▶ _Exercise directions_:
Only certain lines below are wanted: those starting at the line containing "ring dip: (164, 336)" and ending at the line containing "wrist: (322, 456)", both included, each retyped exactly.

▶ _Records supplied_:
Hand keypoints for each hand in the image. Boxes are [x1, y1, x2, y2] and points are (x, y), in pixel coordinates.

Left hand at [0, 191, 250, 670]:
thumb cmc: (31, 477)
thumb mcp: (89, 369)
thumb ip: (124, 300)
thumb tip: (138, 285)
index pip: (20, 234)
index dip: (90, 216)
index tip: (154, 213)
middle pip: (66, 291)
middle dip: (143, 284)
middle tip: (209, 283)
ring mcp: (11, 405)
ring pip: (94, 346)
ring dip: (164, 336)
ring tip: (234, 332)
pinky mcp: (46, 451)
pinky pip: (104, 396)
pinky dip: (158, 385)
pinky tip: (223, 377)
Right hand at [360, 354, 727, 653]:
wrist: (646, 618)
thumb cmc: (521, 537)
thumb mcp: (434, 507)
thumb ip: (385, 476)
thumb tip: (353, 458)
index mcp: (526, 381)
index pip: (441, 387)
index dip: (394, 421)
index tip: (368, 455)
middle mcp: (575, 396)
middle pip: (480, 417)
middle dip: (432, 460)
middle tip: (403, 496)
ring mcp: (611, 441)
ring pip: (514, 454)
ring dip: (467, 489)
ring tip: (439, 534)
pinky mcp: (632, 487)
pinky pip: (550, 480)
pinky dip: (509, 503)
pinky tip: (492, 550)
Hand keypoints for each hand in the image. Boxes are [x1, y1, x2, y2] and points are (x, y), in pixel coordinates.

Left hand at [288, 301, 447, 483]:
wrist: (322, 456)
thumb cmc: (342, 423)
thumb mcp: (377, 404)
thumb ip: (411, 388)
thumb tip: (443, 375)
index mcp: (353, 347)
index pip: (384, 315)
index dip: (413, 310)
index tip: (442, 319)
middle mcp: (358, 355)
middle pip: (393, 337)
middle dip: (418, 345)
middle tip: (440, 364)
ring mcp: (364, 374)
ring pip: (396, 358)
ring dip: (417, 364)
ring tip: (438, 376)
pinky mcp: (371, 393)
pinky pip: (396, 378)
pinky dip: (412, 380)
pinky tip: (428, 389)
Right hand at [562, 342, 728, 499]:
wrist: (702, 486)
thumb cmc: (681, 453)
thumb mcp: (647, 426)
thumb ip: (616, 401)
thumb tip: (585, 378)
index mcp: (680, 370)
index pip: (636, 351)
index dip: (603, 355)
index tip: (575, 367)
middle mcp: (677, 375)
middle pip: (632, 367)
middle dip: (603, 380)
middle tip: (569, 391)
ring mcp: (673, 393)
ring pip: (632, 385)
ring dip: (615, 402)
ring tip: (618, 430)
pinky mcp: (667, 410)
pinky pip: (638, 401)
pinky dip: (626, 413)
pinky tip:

▶ _Answer for the task_:
ring dip: (164, 336)
ring tip: (234, 332)
pinky mcp: (46, 451)
pinky pip: (104, 396)
pinky dip: (158, 385)
pinky tip: (223, 377)
Right hand at [360, 354, 727, 653]:
wrist: (646, 618)
thumb cmc: (521, 537)
thumb mcp: (434, 507)
thumb ip: (385, 476)
thumb tip: (353, 458)
index mcp: (526, 381)
index pip: (441, 387)
index dip: (394, 421)
index tip: (368, 455)
middle mcp: (575, 396)
middle pip: (480, 417)
middle dip: (432, 460)
middle tip: (403, 496)
ring mcp: (611, 441)
ring pip: (514, 454)
ring dip: (467, 489)
ring tip: (439, 534)
pinky mcp: (632, 487)
pinky pip: (550, 480)
pinky dip: (509, 503)
pinky tip: (492, 550)
Hand keypoints for each hand in the image. Boxes are [x1, y1, x2, y2] and points are (x, y), in pixel coordinates.

Left hand at [288, 301, 447, 483]:
wrist: (322, 456)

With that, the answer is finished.